> [Task description] When you restate the entries that follow, keep every word exactly and drop the pictures.

Collected data

§ §

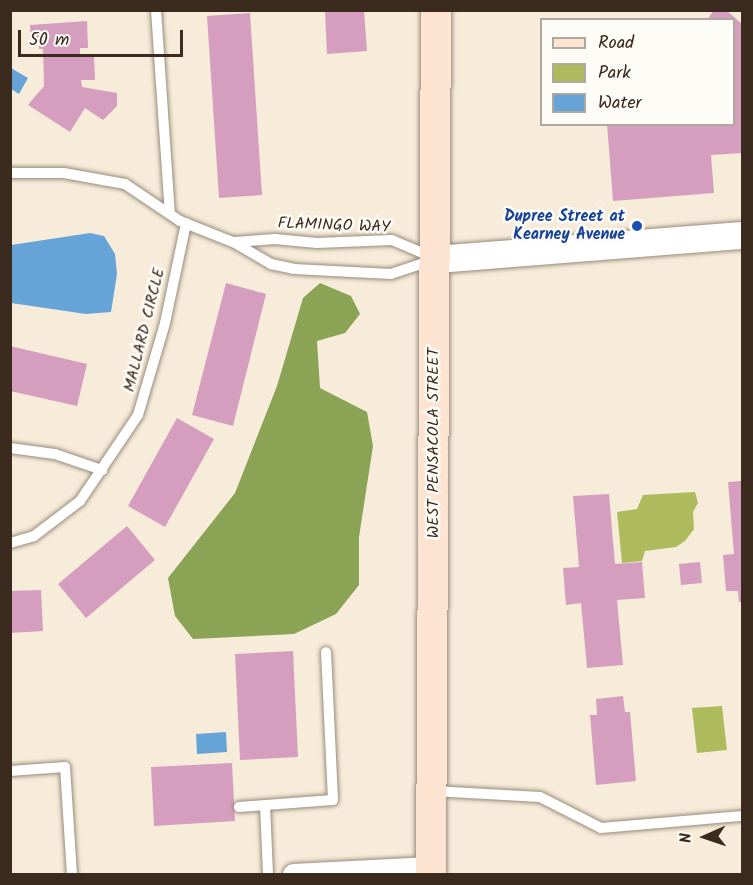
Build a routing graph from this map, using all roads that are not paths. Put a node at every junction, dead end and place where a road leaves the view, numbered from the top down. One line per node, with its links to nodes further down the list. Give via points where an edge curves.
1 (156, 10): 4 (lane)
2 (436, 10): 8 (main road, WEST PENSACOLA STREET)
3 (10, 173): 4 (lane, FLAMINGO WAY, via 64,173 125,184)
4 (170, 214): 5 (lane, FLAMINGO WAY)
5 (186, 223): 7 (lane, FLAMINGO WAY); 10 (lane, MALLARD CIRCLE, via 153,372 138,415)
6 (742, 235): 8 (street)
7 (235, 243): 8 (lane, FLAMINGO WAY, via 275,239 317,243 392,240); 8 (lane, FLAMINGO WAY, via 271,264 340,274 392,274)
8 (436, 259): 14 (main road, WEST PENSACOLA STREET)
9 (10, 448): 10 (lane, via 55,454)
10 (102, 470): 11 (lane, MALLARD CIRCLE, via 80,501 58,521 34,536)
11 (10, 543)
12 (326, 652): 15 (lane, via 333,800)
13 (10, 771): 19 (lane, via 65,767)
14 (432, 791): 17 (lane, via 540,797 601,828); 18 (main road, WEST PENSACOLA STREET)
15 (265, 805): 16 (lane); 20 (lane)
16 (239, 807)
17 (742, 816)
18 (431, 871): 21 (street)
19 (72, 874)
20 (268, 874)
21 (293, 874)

§ §

> [Result of the exercise]
Build a routing graph from this map, using all roads that are not paths. Put a node at every junction, dead end and place where a road leaves the view, numbered from the top down. One line per node, with its links to nodes further down the list. Give via points where an edge curves.
1 (156, 10): 4 (lane)
2 (436, 10): 8 (main road, WEST PENSACOLA STREET)
3 (10, 173): 4 (lane, FLAMINGO WAY, via 64,173 125,184)
4 (170, 214): 5 (lane, FLAMINGO WAY)
5 (186, 223): 7 (lane, FLAMINGO WAY); 10 (lane, MALLARD CIRCLE, via 153,372 138,415)
6 (742, 235): 8 (street)
7 (235, 243): 8 (lane, FLAMINGO WAY, via 275,239 317,243 392,240); 8 (lane, FLAMINGO WAY, via 271,264 340,274 392,274)
8 (436, 259): 14 (main road, WEST PENSACOLA STREET)
9 (10, 448): 10 (lane, via 55,454)
10 (102, 470): 11 (lane, MALLARD CIRCLE, via 80,501 58,521 34,536)
11 (10, 543)
12 (326, 652): 15 (lane, via 333,800)
13 (10, 771): 19 (lane, via 65,767)
14 (432, 791): 17 (lane, via 540,797 601,828); 18 (main road, WEST PENSACOLA STREET)
15 (265, 805): 16 (lane); 20 (lane)
16 (239, 807)
17 (742, 816)
18 (431, 871): 21 (street)
19 (72, 874)
20 (268, 874)
21 (293, 874)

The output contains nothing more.